Sus padres la mandaron a Buenos Aires, a la casa de unas primas. “Ese mismo día tomé el ‘Estrella del Norte’ que salía a las cinco de la tarde. Y desde entonces no volví”. Se alejó de su familia por preservar su vida y la de ese niño que no había visto por casi dos meses. “Hoy que tengo 63 años, todavía me pregunto cómo hice para rearmarme”, dijo como pensando en voz alta. Rearmarse sin su familia, porque como ella misma dijera, “la familia se va desperdigando”. “Cómo destruyeron mi vida”, reflexionó. “Tengo muchos dolores y tengo muchas marcas que no son visibles, quizás, pero yo las siento”, agregó y dejó caer su cabeza hacia atrás como buscando un descanso.
Rearmarse. La manera era volviendo. “Vinimos a Famillá y a la gente le pasaba lo mismo que a mí”, dijo la mujer que entendió que eso que le pasó a ella, en realidad “nos pasó a todos”. El horror que le atravesó la vida lo convirtió en militancia. El Grupo de Investigación sobre el Genocidio en Tucumán (GIGET) fue su primer paso en ese camino de reconstrucción de sí misma. En el año 2005 nació el GIGET que se concentró en la investigación de las características y consecuencias del genocidio perpetrado durante el Operativo Independencia y la última dictadura militar, en la zona sur de Tucumán.

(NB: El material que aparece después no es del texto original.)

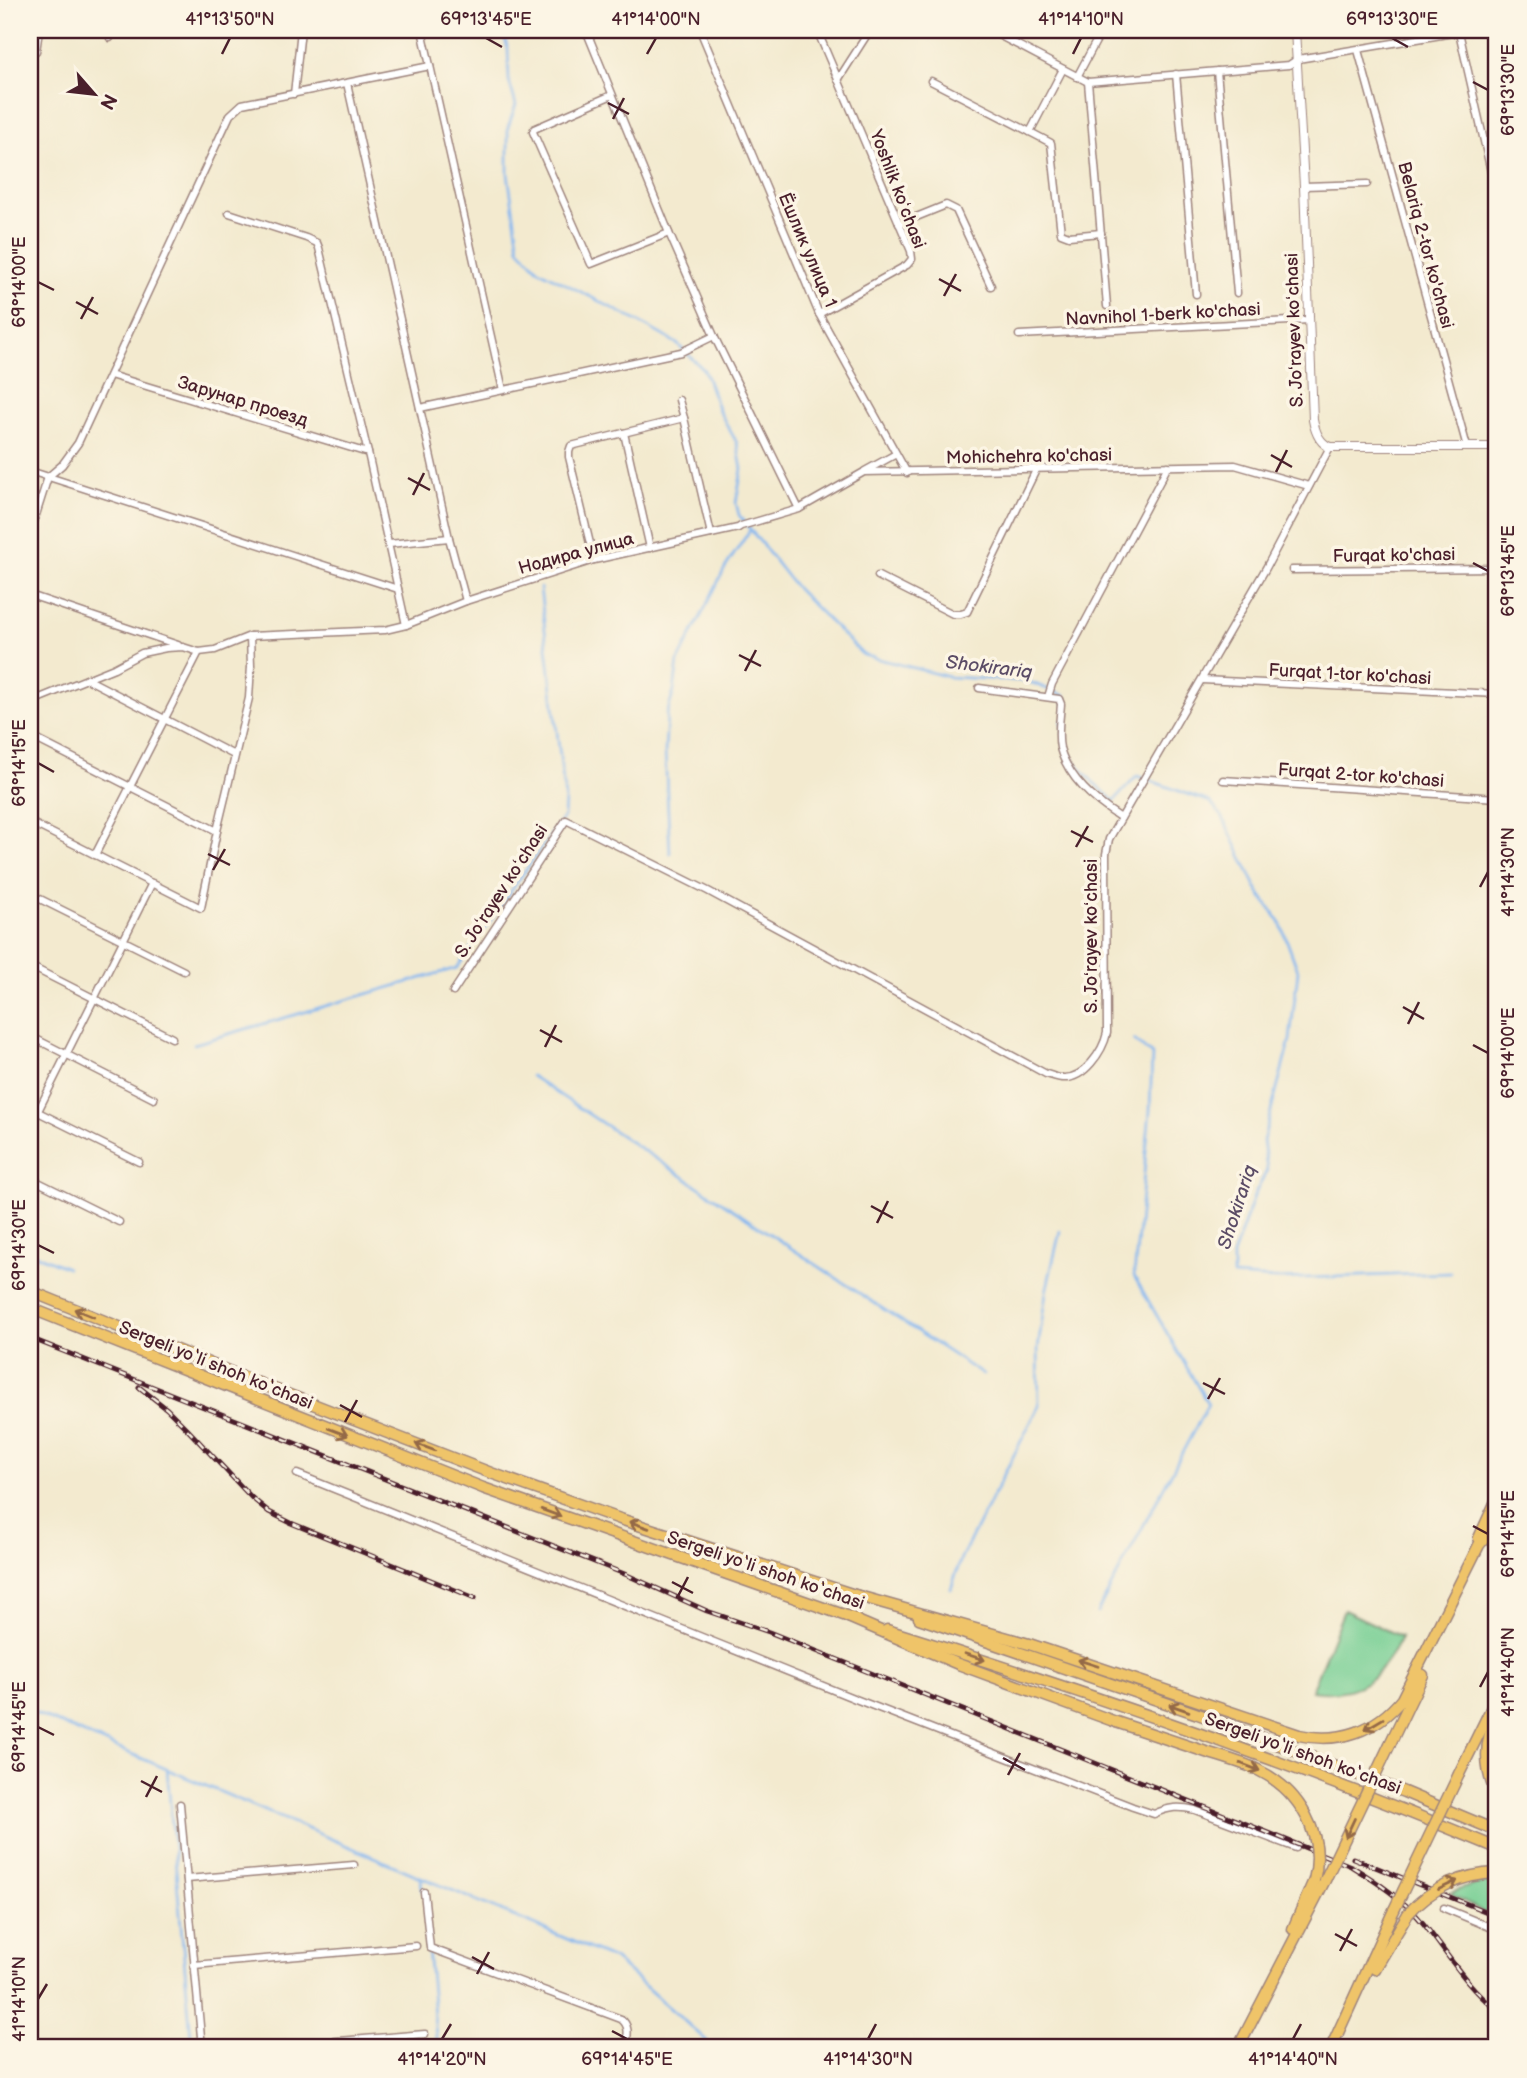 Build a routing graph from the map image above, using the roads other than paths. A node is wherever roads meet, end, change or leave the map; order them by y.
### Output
1 (39, 30) edge
2 (111, 30) edge
3 (300, 30) edge
4 (422, 30) edge
5 (586, 30) edge
6 (700, 30) edge
7 (817, 30) edge
8 (870, 30) edge
9 (989, 30) edge
10 (1102, 30) edge
11 (1296, 30) edge
12 (110, 38) dead end
13 (1358, 50) junction
14 (36, 51) dead end
15 (1297, 59) junction
16 (430, 66) junction
17 (1063, 69) junction
18 (1217, 71) junction
19 (1176, 74) junction
20 (1077, 77) junction
21 (838, 80) junction
22 (931, 81) dead end
23 (1088, 82) junction
24 (348, 83) junction
25 (294, 94) junction
26 (612, 95) junction
27 (1030, 132) junction
28 (1367, 184) dead end
29 (1304, 186) junction
30 (1497, 198) edge
31 (229, 213) dead end
32 (899, 224) junction
33 (669, 233) junction
34 (1101, 233) junction
35 (991, 286) dead end
36 (1196, 293) dead end
37 (1237, 293) dead end
38 (1107, 306) dead end
39 (819, 314) junction
40 (1310, 320) junction
41 (1019, 335) dead end
42 (714, 336) junction
43 (110, 375) junction
44 (503, 390) junction
45 (679, 400) dead end
46 (421, 408) junction
47 (684, 418) junction
48 (624, 433) junction
49 (1330, 447) junction
50 (1467, 447) junction
51 (1497, 447) edge
52 (368, 453) junction
53 (896, 454) junction
54 (1168, 466) junction
55 (1036, 470) junction
56 (30, 471) edge
57 (864, 472) junction
58 (907, 473) junction
59 (48, 477) junction
60 (1309, 486) junction
61 (799, 509) junction
62 (30, 534) edge
63 (711, 534) junction
64 (449, 538) junction
65 (389, 544) junction
66 (650, 548) junction
67 (594, 560) junction
68 (1497, 568) edge
69 (1292, 570) dead end
70 (878, 576) dead end
71 (398, 589) junction
72 (30, 595) edge
73 (466, 601) junction
74 (406, 625) junction
75 (250, 636) junction
76 (183, 647) junction
77 (200, 652) junction
78 (87, 679) junction
79 (1202, 680) junction
80 (979, 688) dead end
81 (1497, 694) edge
82 (1048, 697) junction
83 (30, 702) edge
84 (165, 719) junction
85 (30, 736) edge
86 (234, 755) junction
87 (1223, 780) dead end
88 (130, 787) junction
89 (1497, 798) edge
90 (1121, 818) junction
91 (30, 821) edge
92 (218, 831) junction
93 (95, 855) junction
94 (152, 883) junction
95 (30, 894) edge
96 (123, 940) junction
97 (30, 966) edge
98 (184, 971) dead end
99 (453, 992) dead end
100 (94, 998) junction
101 (30, 1036) edge
102 (172, 1038) dead end
103 (66, 1055) junction
104 (154, 1099) dead end
105 (30, 1108) edge
106 (38, 1111) junction
107 (30, 1127) edge
108 (139, 1163) dead end
109 (30, 1178) edge
110 (119, 1222) dead end
111 (30, 1291) edge
112 (30, 1308) edge
113 (297, 1474) dead end
114 (1497, 1499) edge
115 (1497, 1523) edge
116 (1459, 1584) junction
117 (855, 1595) junction
118 (848, 1617) junction
119 (1497, 1697) edge
120 (1497, 1714) edge
121 (1497, 1796) edge
122 (180, 1804) dead end
123 (1497, 1831) edge
124 (1296, 1848) dead end
125 (1497, 1849) edge
126 (354, 1865) dead end
127 (1497, 1873) edge
128 (187, 1879) junction
129 (1320, 1880) junction
130 (424, 1892) dead end
131 (1444, 1908) dead end
132 (1497, 1930) edge
133 (416, 1946) dead end
134 (194, 1965) junction
135 (1343, 2023) junction
136 (425, 2034) dead end
137 (202, 2048) edge
138 (253, 2048) edge
139 (626, 2048) edge
140 (1238, 2048) edge
141 (1331, 2048) edge

1 - 14 street
2 - 12 street
3 - 25 street
4 - 16 street
5 - 26 street
6 - 39 street, Ёшлик улица 1
7 - 21 street, Yoshlik koʻchasi
8 - 21 street
9 - 17 street
10 - 20 street
11 - 15 street, S. Joʻrayev koʻchasi
13 - 15 street
13 - 30 street
13 - 50 street, Belariq 2-tor ko'chasi
15 - 18 street
15 - 29 street, S. Joʻrayev koʻchasi
16 - 24 street
16 - 44 street
17 - 20 street
17 - 27 street
18 - 19 street
18 - 37 street
19 - 23 street
19 - 36 street
20 - 23 street
21 - 32 street, Yoshlik koʻchasi
22 - 27 street
23 - 34 street
24 - 25 street
24 - 46 street
25 - 43 street
26 - 33 street
26 - 33 street
27 - 34 street
28 - 29 street
29 - 40 street, S. Joʻrayev koʻchasi
31 - 52 street
32 - 35 street
32 - 39 street, Yoshlik koʻchasi
33 - 42 street
34 - 38 street
39 - 53 street, Ёшлик улица 1
40 - 41 street, Navnihol 1-berk ko'chasi
40 - 49 street, S. Joʻrayev koʻchasi
42 - 44 street
42 - 61 street
43 - 52 street, Зарунар проезд
43 - 59 street
44 - 46 street
45 - 47 street
46 - 64 street
47 - 48 street
47 - 63 street
48 - 66 street
48 - 67 street
49 - 50 street
49 - 60 street, S. Joʻrayev koʻchasi
50 - 51 street
52 - 65 street
53 - 57 street
53 - 58 street, Ёшлик улица 1
54 - 55 street, Mohichehra ko'chasi
54 - 60 street, Mohichehra ko'chasi
54 - 82 street
55 - 58 street, Mohichehra ko'chasi
55 - 70 street
56 - 59 street
57 - 58 street, Mohichehra ko'chasi
57 - 61 street
59 - 62 street
59 - 71 street
60 - 79 street, S. Joʻrayev koʻchasi
61 - 63 street, Нодира улица
63 - 66 street, Нодира улица
64 - 65 street
64 - 73 street
65 - 71 street
66 - 67 street, Нодира улица
67 - 73 street, Нодира улица
68 - 69 street, Furqat ko'chasi
71 - 74 street
72 - 76 street
73 - 74 street, Нодира улица
74 - 75 street, Нодира улица
75 - 77 street, Нодира улица
75 - 86 street
76 - 77 street
76 - 78 street
77 - 84 street
78 - 83 street
78 - 84 street
79 - 81 street, Furqat 1-tor ko'chasi
79 - 90 street, S. Joʻrayev koʻchasi
80 - 82 street
82 - 90 street
84 - 86 street
84 - 88 street
85 - 88 street
86 - 92 street
87 - 89 street, Furqat 2-tor ko'chasi
88 - 92 street
88 - 93 street
90 - 99 street, S. Joʻrayev koʻchasi
91 - 93 street
92 - 94 street
93 - 94 street
94 - 96 street
95 - 96 street
96 - 98 street
96 - 100 street
97 - 100 street
100 - 102 street
100 - 103 street
101 - 103 street
103 - 104 street
103 - 106 street
105 - 106 street
106 - 107 street
106 - 108 street
109 - 110 street
117 -> 111 main road, Sergeli yo‘li shoh ko‘chasi
112 -> 118 main road, Sergeli yo‘li shoh ko‘chasi
113 - 124 street
114 - 116 main road
115 - 116 main road
116 -> 117 main road
116 -> 129 main road, bridge
123 -> 117 main road, Sergeli yo‘li shoh ko‘chasi
118 -> 125 main road, Sergeli yo‘li shoh ko‘chasi
118 -> 129 main road, bridge
119 - 135 main road, bridge
120 - 121 main road
122 - 128 street
126 - 128 street
135 -> 127 main road, bridge
128 - 134 street
129 - 140 main road
130 - 139 street
131 - 132 street
133 - 134 street
134 - 137 street
135 - 141 main road
136 - 138 street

El objetivo de este grupo de trabajo fue también la reconstrucción histórica de las luchas del pueblo buscando visibilizar aquello que el genocidio intentó borrar de la memoria colectiva. Y reconstruyendo esa historia, Margarita empezó a reconstruir la suya.
Hoy, Marga, como le dicen los más cercanos, pertenece a la Asociación de Ex Detenidos Desaparecidos. “Yo no vengo a revictimizarme”, dijo sin el menor titubeo. “Vengo a recordarle a estos señores lo que hicieron”, agregó. “Yo quiero volver a Tucumán, pero no quiero volver a cruzarme a ninguno de ellos”, le dijo al tribunal antes de retirarse. Y el pedido que, de haber condena, sea cumplida en un penal como corresponde, se repitió en la sala de audiencias. “Tengo la suerte de poder rearmarme”, dijo la mujer que recogió cada pedacito de su humanidad para ser más humana, más comprometida y más luchadora.
Margarita se retiró de la sala de audiencias. Justicia por los 30.000 compañeros desaparecidos y por Julio López fue su último pedido. Diez años pasaron ya de la segunda desaparición de López, el hombrecito que fuera testigo clave contra el genocida condenado Miguel Etchecolatz. Los abrazos y los aplausos no dejaron lugar a las provocaciones del público que apoya a los imputados. "No somos como ellos. No buscamos venganza", dijo Margarita con una historia de vida que respalda cada palabra.